Train a Classifier

Abstract

Train a Classifier

In order to use the classifiers you created, you first have to train them. This section explains how to do it.

The following has to be in place in order for you to be able to use the classifier:

A PoolParty Enterprise Server or Semantic Integrator license with Semantic Classifier add-on included.
An opened PoolParty thesaurus project you created.

PoolParty's default machine learning algorithms represent state-of-the-art calculation models. In order to use them to advantage you have to train them manually by checking classification results and tweaking settings.

We recommend to train the classifiers until the scoring for the mean f1, as well as for recall and precision are above 70 %.

How to Train a Classifier

After you have created a classifier and added documents to it, choose settings in the Features tab.
You can choose which of the additional functions you want to use: include Shadow Conceptsin the calculation, the project's thesaurus as well as just single word terms.
In the Status & Settings tab select the algorithm of your choice, configure the Vectorizer and select the Cross-Validation level.
- These settings, their values and their effects find explained in detail in a separate topic.

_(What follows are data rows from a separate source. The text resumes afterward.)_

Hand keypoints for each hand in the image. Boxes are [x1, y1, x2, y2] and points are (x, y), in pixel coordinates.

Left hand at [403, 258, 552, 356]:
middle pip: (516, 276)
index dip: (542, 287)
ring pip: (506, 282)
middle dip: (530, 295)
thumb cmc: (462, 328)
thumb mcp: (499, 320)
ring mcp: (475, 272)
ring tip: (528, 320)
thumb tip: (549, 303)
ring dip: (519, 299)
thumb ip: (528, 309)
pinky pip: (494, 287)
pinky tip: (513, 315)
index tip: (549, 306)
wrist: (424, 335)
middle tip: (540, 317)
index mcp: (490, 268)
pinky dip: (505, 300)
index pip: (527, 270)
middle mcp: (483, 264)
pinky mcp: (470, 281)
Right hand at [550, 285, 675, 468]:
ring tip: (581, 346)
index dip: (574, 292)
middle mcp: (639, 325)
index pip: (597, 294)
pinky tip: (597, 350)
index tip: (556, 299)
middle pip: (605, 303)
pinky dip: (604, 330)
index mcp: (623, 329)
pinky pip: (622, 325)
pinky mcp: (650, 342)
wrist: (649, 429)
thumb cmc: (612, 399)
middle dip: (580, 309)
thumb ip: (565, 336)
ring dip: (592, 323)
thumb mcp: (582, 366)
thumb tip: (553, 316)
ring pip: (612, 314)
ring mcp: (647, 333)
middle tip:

For details on the training of a classifier, please refer to: Train a Classifier - Best Practices

Train a Classifier - Best Practices

Abstract

Train a Classifier - Best Practices

In this section we have summarized our recommendations for training classifiers in PoolParty to get the best possible results.

Settings to Use

You should not use more than 50 categories per classifier and an average of 50-150 documents per category. Otherwise, performance will be impeded considerably.
Create categories that fit your training documents on the one hand and your use case for this particular classifier well.
In the Features tab, Concepts and Shadow Concepts should be set active in case you want to refine your results, but you have to test each time if the results make sense for your use case.
For Cross-Validation at least use 5-fold, depending on the bulk of training material, 10-fold is recommended for statistical soundness.
- More documents will slow down the validation process for higher values.
For the Vocablulary Size in the Vectorizer settings, set a default value of 1000-5000, depending on the concepts to be taken from the thesaurus and number of documents.

Documents to Use

Note

We strongly recommend that you do not use the bulk of all existing training documents for training the classifier!

Leave a rough estimate of about 10% for testing the trained classifiers, before you use them on new and unknown documents.

Use documents that fit your use case and that you know, as regards the category they belong into.
- You will be able to evaluate the classifier's training results better, otherwise training may fail or be much more difficult.

Results to Aim for

The values in the Cross-Validation section are those of recall, precision and their mean, f1.
- We strongly recommend aiming for a value of above 70% for all three.

Avoid Overfitting

In statistical machine learning procedures the concept of overfitting has been identified: it means that you would choose your training data so well fitted to the categories that the classifier will always reach the highest possible values for cross-validation. Yet, although high values may seem impressive, they could result in a classifier being trained too narrowly, thus predictions on future unknowns might not work well.

Train a Classifier - Algorithms and Settings Overview

Abstract

Train a Classifier - Algorithms and Settings Overview

This section provides an overview of algorithms available for the PoolParty Semantic Classifier, their basic working and the settings and values you can use.

Use the Train a Classifier - Best Practices topic to get a short overview of what to aim at in setting up a Train Classifier.

Available Algorithms and Values

Note

The algorithm information given here can only cover the bare minimum you need to know for a successful setup.

For a deeper understanding please refer to online resources and data scientist's knowledge bases.

For some details on the implementation in PoolParty, you may want to refer to Apache's Spark machine learning library documentation.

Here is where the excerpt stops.